Directions:
Filter out every line below that lacks "Right", and copy the rest.

Records to use:

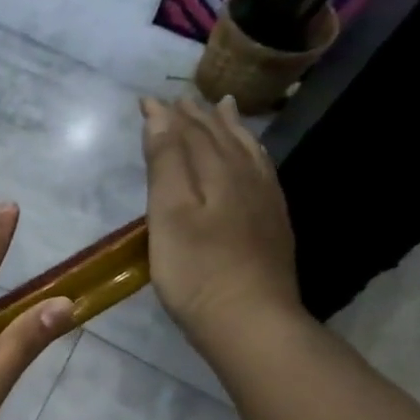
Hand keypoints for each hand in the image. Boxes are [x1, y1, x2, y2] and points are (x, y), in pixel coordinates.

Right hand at [142, 95, 302, 350]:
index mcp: (217, 172)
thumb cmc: (196, 270)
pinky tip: (251, 160)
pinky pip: (262, 173)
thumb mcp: (169, 213)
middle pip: (220, 137)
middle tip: (183, 99)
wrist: (249, 320)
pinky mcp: (272, 226)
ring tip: (224, 109)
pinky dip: (251, 155)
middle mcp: (246, 178)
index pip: (189, 132)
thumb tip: (161, 116)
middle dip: (198, 116)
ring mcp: (264, 202)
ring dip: (230, 129)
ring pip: (247, 152)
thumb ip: (166, 162)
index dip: (167, 115)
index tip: (147, 99)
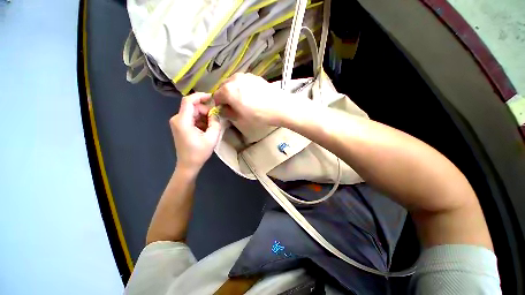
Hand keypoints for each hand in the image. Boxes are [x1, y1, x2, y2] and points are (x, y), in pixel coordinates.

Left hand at [170, 93, 220, 175]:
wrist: (188, 165)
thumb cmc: (199, 152)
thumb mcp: (212, 137)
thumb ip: (215, 122)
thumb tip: (215, 113)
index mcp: (182, 121)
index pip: (189, 100)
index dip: (201, 96)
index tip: (213, 98)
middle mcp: (177, 119)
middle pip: (193, 107)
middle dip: (206, 110)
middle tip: (216, 119)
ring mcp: (178, 122)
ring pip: (193, 112)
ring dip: (204, 116)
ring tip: (212, 126)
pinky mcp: (180, 126)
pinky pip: (192, 118)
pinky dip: (200, 120)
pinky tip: (206, 129)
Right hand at [213, 73, 294, 125]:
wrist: (279, 107)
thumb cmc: (258, 115)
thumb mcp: (240, 118)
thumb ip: (227, 113)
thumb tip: (223, 109)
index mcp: (227, 90)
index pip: (215, 96)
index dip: (218, 105)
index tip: (224, 110)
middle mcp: (234, 79)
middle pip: (223, 87)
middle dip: (225, 96)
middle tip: (232, 106)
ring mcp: (245, 76)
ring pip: (233, 83)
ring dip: (233, 91)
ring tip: (242, 100)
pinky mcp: (254, 76)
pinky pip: (242, 81)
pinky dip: (241, 87)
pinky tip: (250, 95)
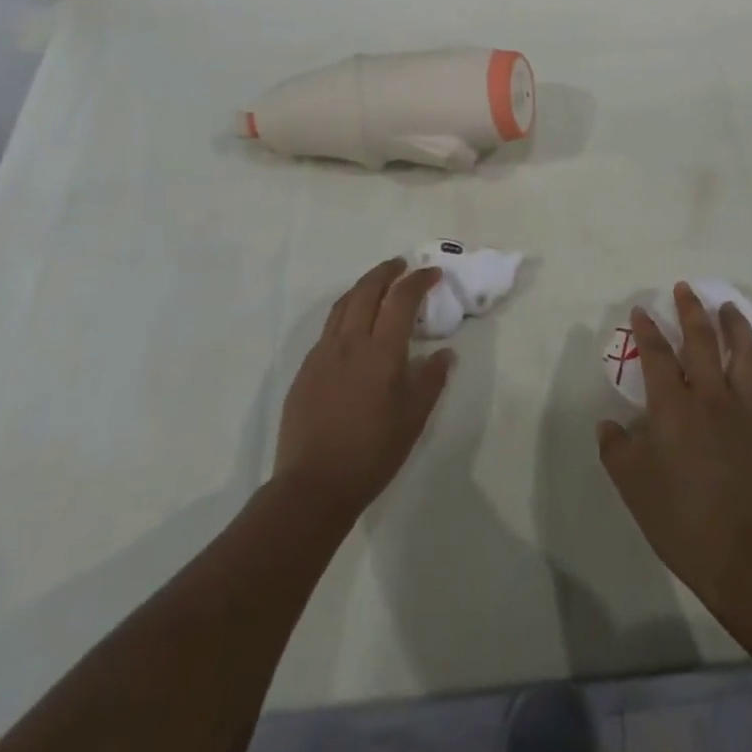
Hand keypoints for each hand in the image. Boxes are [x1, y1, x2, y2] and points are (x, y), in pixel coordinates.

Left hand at [272, 259, 453, 523]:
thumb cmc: (372, 452)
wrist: (313, 485)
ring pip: (342, 305)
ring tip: (377, 284)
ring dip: (363, 287)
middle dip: (386, 272)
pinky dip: (345, 312)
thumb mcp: (414, 418)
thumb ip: (431, 379)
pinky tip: (352, 326)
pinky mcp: (306, 370)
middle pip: (367, 291)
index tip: (433, 274)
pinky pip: (328, 328)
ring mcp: (322, 354)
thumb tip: (445, 352)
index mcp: (381, 351)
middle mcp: (349, 343)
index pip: (401, 299)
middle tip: (402, 266)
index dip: (419, 281)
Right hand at [597, 283, 751, 608]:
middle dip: (691, 311)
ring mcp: (742, 410)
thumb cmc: (677, 517)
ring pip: (742, 354)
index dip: (647, 329)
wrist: (737, 555)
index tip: (642, 310)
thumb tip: (610, 423)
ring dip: (735, 325)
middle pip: (701, 341)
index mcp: (672, 406)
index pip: (657, 354)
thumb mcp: (631, 483)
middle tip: (685, 289)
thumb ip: (616, 446)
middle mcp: (708, 396)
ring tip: (728, 307)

Task answer:
Right hand at [142, 95, 302, 350]:
Right hand at [213, 73, 294, 125]:
Right hand at [597, 283, 751, 608]:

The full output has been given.